While Germany’s incidence rate has dropped again below 100 per 100,000 over seven days, the chancellor is under pressure to explain why, according to estimates, just three out of every 100 Germans have been vaccinated, compared with 10 and 15 in the US and UK respectively.
She pointed out that the US was keeping for itself all vaccines produced in its territory, leaving the EU dependent on European production facilities. Dr Merkel insisted the EMA was wise to spend more time examining two Covid-19 vaccines before issuing full approval, rather than following the UK in issuing emergency approvals.
Maintaining public trust in vaccines was essential, she said, and, given the “terrible things” caused by some vaccines in the past, the EU was wise not to expedite the approval process and accept liability – as London had done.
A representative public television survey in January suggested 54 per cent of Germans were prepared to be vaccinated, up 17 points on the previous survey in November. In the same survey, some 73 per cent opposed penalties for those who refuse the vaccination. According to the World Health Organisation (WHO), a vaccination rate of 60-70 per cent of a population is essential for containing Covid-19.
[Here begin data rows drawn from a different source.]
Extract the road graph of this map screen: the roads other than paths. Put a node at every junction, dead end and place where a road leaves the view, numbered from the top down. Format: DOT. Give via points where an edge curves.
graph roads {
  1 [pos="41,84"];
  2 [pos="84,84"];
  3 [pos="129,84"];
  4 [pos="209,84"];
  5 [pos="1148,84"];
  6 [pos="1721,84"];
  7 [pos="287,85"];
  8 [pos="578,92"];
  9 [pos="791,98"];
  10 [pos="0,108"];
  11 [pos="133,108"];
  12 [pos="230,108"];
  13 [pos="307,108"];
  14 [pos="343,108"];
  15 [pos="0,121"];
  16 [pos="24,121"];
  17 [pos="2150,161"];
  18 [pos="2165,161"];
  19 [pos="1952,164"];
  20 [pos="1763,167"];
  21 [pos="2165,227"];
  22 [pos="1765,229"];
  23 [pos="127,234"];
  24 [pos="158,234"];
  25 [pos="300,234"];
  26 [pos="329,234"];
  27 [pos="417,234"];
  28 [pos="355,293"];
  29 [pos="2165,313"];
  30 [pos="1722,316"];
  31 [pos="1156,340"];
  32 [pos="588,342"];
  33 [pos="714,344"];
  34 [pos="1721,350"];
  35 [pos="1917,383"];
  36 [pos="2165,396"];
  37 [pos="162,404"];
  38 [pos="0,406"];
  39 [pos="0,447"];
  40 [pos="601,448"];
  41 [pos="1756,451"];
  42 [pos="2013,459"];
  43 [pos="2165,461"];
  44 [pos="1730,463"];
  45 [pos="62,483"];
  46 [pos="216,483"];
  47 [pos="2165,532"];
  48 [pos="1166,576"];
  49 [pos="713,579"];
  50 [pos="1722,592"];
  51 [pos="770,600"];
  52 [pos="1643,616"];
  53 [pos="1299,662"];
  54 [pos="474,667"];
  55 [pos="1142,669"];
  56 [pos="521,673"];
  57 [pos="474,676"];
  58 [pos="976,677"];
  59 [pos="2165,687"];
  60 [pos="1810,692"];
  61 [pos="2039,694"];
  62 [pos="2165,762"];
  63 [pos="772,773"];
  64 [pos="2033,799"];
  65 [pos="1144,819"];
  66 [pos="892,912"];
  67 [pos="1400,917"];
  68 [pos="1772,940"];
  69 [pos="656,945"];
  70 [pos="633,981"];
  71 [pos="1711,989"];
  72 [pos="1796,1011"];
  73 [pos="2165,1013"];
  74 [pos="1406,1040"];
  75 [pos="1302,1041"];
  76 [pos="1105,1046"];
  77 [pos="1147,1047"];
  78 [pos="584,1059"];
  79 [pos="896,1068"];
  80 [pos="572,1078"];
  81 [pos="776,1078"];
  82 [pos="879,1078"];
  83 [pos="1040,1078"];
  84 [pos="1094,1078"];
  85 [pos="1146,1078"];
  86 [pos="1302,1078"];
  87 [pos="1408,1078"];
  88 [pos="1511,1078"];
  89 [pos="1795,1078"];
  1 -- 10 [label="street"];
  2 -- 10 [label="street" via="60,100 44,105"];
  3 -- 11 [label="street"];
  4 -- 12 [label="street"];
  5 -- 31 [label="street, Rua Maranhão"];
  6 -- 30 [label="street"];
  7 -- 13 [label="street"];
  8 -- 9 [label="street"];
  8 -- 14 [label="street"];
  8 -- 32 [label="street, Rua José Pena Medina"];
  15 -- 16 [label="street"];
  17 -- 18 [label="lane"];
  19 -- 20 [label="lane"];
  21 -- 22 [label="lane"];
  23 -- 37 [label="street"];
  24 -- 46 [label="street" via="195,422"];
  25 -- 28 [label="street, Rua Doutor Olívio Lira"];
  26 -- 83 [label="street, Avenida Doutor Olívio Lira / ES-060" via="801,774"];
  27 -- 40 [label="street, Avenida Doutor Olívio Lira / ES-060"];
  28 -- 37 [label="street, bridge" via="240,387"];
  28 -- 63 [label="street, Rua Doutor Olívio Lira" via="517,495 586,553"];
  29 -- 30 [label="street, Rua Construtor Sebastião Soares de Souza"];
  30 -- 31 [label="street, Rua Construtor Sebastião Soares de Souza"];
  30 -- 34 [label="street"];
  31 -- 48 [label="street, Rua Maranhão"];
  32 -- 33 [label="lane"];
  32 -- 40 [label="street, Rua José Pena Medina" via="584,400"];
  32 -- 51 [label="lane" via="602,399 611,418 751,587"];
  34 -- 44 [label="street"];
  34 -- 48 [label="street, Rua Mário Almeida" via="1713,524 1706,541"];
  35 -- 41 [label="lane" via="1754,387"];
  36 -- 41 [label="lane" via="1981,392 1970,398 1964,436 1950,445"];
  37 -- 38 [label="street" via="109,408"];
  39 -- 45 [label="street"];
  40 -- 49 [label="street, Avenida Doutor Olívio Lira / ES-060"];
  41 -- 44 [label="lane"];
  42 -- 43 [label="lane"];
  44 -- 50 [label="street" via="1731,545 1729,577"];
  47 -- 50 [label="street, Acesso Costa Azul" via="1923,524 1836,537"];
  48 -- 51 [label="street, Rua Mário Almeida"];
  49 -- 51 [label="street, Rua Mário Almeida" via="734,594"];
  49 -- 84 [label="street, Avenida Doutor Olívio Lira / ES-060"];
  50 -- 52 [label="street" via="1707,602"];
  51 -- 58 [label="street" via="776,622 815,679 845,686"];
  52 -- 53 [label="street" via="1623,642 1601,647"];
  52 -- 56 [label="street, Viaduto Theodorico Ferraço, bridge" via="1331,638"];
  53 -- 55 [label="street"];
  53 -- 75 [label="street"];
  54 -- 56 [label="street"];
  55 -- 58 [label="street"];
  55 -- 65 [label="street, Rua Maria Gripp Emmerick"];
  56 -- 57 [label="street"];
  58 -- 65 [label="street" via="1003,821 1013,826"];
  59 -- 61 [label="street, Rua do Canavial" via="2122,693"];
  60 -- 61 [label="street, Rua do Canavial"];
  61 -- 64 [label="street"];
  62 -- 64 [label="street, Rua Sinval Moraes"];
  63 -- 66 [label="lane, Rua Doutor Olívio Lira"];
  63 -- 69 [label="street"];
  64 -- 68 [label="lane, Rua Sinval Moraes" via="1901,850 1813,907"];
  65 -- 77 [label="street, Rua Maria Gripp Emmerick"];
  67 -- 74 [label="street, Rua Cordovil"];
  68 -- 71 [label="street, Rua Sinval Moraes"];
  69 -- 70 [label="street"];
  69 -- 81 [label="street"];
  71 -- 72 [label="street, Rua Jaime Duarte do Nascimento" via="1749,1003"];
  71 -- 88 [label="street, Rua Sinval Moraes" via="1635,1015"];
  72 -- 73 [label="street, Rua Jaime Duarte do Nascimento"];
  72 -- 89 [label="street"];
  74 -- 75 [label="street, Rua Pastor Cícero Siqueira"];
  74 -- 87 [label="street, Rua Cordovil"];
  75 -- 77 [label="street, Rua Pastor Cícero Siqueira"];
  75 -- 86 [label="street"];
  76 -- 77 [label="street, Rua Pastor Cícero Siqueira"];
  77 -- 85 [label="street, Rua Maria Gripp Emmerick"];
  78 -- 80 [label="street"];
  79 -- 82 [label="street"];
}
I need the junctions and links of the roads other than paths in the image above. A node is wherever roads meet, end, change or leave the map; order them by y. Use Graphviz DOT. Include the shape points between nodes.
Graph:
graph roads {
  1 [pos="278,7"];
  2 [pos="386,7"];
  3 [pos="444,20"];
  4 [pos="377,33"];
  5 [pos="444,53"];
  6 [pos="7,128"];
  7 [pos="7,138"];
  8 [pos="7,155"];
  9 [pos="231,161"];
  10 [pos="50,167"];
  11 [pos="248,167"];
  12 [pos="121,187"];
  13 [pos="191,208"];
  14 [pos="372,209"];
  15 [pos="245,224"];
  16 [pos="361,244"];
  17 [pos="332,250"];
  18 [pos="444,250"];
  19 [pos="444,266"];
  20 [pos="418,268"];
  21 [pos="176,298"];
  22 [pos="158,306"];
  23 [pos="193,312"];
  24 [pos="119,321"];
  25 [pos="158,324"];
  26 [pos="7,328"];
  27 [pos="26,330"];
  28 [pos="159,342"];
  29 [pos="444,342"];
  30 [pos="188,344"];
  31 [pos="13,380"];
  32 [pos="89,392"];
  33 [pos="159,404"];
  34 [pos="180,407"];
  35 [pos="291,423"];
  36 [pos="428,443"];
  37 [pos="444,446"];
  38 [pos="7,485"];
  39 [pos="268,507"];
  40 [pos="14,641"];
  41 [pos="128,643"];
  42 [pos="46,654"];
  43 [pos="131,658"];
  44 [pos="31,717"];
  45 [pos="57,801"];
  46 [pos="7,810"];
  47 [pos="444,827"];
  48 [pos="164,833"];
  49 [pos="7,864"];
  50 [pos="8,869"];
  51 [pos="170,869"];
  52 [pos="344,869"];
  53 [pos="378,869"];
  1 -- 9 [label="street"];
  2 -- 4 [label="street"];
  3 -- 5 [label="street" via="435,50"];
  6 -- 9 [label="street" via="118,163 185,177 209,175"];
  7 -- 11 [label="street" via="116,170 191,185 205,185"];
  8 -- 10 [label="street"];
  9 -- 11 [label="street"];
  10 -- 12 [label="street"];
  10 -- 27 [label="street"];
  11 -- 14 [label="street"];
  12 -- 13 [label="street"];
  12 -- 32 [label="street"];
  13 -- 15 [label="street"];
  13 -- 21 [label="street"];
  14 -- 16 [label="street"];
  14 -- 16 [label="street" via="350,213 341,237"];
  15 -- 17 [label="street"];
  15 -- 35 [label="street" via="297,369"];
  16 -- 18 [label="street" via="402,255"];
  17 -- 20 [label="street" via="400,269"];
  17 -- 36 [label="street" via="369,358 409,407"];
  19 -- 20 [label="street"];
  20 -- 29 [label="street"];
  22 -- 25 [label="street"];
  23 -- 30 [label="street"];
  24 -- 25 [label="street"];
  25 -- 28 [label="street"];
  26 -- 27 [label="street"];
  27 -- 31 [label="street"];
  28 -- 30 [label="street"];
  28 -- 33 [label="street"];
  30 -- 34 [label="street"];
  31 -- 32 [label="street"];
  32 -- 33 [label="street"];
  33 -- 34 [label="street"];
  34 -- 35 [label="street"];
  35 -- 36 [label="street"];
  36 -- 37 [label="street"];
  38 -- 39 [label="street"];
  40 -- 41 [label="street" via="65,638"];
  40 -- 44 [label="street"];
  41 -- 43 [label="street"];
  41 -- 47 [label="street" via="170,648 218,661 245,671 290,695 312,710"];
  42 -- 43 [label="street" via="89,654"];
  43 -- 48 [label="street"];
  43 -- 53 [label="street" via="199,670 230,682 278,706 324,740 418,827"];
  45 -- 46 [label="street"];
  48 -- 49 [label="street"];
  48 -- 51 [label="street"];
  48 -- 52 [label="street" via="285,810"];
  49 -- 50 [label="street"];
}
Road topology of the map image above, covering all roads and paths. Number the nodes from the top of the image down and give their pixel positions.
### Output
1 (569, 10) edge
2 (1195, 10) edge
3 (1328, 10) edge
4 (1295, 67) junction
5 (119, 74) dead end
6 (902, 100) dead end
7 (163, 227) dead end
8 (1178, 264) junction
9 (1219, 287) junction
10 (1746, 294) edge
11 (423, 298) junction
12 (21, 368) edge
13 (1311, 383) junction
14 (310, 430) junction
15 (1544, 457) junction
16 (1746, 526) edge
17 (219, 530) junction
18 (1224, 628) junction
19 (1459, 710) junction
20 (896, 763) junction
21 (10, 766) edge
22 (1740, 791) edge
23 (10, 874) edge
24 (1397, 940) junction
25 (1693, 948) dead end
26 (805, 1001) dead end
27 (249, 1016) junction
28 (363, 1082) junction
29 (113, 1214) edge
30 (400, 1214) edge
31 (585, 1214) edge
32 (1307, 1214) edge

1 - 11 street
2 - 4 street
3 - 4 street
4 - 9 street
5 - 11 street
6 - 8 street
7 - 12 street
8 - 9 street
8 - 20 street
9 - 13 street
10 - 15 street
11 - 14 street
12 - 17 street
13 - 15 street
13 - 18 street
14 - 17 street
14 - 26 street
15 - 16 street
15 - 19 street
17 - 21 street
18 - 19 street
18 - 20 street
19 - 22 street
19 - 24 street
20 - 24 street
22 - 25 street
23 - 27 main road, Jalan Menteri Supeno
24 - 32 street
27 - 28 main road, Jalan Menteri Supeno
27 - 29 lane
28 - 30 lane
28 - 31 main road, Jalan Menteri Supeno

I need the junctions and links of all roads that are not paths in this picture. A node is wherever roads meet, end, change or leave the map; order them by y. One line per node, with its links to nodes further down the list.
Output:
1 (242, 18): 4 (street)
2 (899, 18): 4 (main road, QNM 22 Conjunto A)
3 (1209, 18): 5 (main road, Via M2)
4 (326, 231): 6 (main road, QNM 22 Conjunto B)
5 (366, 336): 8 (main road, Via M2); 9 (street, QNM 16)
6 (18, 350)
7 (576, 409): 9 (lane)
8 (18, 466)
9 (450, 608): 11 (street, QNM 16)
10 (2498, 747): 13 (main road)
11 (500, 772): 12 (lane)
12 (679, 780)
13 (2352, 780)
Germany’s leading ethical council has said it opposes introducing any kind of obligation to be vaccinated; its board members are divided 50:50 on whether non-vaccinated people should be treated differently in the future.
At an event in Berlin on Tuesday, Germany’s Social Democrat (SPD) finance minister Olaf Scholz disagreed with the chancellor on the race to procure vaccines.
“We have to be [self]-critical and admit that more [vaccines] should have been ordered,” said Mr Scholz, who is hoping to succeed Dr Merkel as chancellor after September’s federal election.